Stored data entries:
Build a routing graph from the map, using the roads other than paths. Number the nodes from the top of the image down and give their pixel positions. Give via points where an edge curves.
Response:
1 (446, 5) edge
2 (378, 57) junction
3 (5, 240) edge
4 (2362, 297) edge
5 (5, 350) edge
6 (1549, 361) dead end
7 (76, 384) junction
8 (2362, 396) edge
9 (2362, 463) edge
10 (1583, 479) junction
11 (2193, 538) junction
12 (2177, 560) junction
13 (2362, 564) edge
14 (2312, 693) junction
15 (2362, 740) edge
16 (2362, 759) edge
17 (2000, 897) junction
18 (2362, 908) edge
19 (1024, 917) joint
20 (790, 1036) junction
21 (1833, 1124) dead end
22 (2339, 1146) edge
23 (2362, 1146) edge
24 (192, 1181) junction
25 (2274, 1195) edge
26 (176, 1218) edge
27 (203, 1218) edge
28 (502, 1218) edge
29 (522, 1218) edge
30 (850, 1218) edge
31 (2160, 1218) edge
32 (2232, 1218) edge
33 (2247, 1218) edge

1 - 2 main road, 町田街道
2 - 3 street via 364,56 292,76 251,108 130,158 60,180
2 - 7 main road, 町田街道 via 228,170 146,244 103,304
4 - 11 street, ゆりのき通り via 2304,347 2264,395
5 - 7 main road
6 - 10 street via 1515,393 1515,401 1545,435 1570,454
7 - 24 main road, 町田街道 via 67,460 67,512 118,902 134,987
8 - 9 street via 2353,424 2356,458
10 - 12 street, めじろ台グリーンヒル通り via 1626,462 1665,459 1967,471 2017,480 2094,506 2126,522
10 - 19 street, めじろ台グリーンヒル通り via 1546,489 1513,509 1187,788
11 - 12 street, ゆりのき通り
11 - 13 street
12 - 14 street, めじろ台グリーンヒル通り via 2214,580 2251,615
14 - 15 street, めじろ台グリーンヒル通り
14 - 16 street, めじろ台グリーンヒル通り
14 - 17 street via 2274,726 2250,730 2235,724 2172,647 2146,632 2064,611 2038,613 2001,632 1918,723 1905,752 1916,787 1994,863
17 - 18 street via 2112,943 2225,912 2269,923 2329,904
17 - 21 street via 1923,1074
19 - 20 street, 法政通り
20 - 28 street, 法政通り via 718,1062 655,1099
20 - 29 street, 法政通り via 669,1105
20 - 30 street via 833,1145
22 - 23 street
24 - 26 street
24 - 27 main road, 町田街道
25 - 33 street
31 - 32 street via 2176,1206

PROBLEM REQUIREMENTS:
Where a line above holds the word "ゆりのき通り", copy it.

WORKED SOLUTION:
4 - 11 street, ゆりのき通り via 2304,347 2264,395
11 - 12 street, ゆりのき通り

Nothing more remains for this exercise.